Her delicate, ballerina music box,
The angels' tune gets me thinking.

Through the arch, stone of lime, lies a garden of pain.
She once picked a bouquet of tears.
Mother Nature, free man, will whisk her away
In a whistling wind, freedom's near.

In that cobweb-curtained china shop
She is the porcelain doll.
On the tip of her shelf, nails rust-ridden,
I'll try catch her each time she falls.

Her liberty is a Russian doll,
Heavenly hand-painted.
Hidden in the hearts of her bigger brethren,
Her body blemished, tainted.

Her paintbrush made of Milky Way,
Indigo smears of sky.
Those comets flare like fireworks,
If there's cause to celebrate, why?

She made a request,
A dim star's exclamation.
Head in hands, she said
"Connect my constellation."

A cosmic dot-to-dot
But unlike puzzle books
No answers crouch in back pages
For you to take a furtive look.

Her soul's like a snow globe
With it's tiny, glassed world
And it's tiny, little happenings
And it's tiny, little girl.

She is blind, there is a blizzard,
The globe shook by a scream
That almost shattered all the glass
And burst her heart at it's seams.

Fragmented, broken shooting star
Still orbits in her eyes.
Love gravitates around her core.
Sunshine, please, no more sighs.

The day will come, when her troubles run
Like wet ink off white paper.
She'll find her quill and with free will
She'll write the words to save her.

Butterfly, you are free,
An unfamiliar sensation.
With your finger aglow,
Connect your own constellation.

Notes on Connect My Constellation:

- The word trinket is used in irony as a trinket is of little value whereas I very much value Yumi as a friend. A trinket's worthlessness also expresses my personal feelings of worthlessness.
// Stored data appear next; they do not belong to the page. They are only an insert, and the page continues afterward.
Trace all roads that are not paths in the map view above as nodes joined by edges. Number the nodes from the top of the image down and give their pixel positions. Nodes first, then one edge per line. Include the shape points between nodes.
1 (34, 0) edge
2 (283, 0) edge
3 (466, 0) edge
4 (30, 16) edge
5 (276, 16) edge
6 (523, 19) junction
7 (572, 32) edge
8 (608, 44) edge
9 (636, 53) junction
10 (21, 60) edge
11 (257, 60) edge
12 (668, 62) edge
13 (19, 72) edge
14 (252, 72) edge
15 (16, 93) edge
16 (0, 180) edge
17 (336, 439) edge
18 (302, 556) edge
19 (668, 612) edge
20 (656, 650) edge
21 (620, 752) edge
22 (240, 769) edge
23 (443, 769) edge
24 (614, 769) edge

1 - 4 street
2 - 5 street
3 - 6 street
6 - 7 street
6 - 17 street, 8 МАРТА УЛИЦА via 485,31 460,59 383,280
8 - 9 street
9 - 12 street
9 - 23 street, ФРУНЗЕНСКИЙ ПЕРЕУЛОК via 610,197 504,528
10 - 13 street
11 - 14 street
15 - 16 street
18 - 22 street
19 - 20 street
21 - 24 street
- Interestingly, this is my first poem without flying/bird imagery ('winged words' in 'Wayside', obviously the swans in 'Swan Song', 'firefiles' in 'Save Me From The Savannah' and 'swoops' in 'Urban Wildflower'). I think - without trying to sound like a GCSE Anthology analysis - that this represents my wish to fly and be free from my eating disorder. Although in 'Connect My Constellation' there is no imagery of birds per se, I think subconsciously (God, I sound like a bloody therapist, I clearly have spent too long in psychiatric units) that in this poem I've gone one step further and instead of just simply flying, I wish to be so free of my eating disorder that I'm up in the stars... Or Yumi, who the poem is written about, will be up in the stars, bless her.

- 'The porcelain doll' represents vulnerability.

- 'Mother Nature' and 'Mother moon' refer to Yumi's wonderful mum.

- The parts about her asking for someone else to connect her constellation and then in the end being told to connect it herself show that no one can make her recover and although we can support her in every way under the sun, ultimately the decision has to come from within.  I know it will though with time and with some words of wisdom from our shared fairy godmother ;).

Notes on Urban Wildflower:

- Although the title was just thought up on the spot by a good friend of mine, it really fits my feeling as I've never felt like I fit in in my surroundings, much like the 'flower in the concrete' image opening the poem.

- I refer to my hospital as both a prison and a palace because I love the people here, my 'fairy godmother' keyworker and the programme that has helped me to make huge advances in my recovery. Yet to other patients here it is viewed as a prison, keeping them from living their lives in the outside world. Personally, it is a safe haven for me to hide from the real world (immature, I know).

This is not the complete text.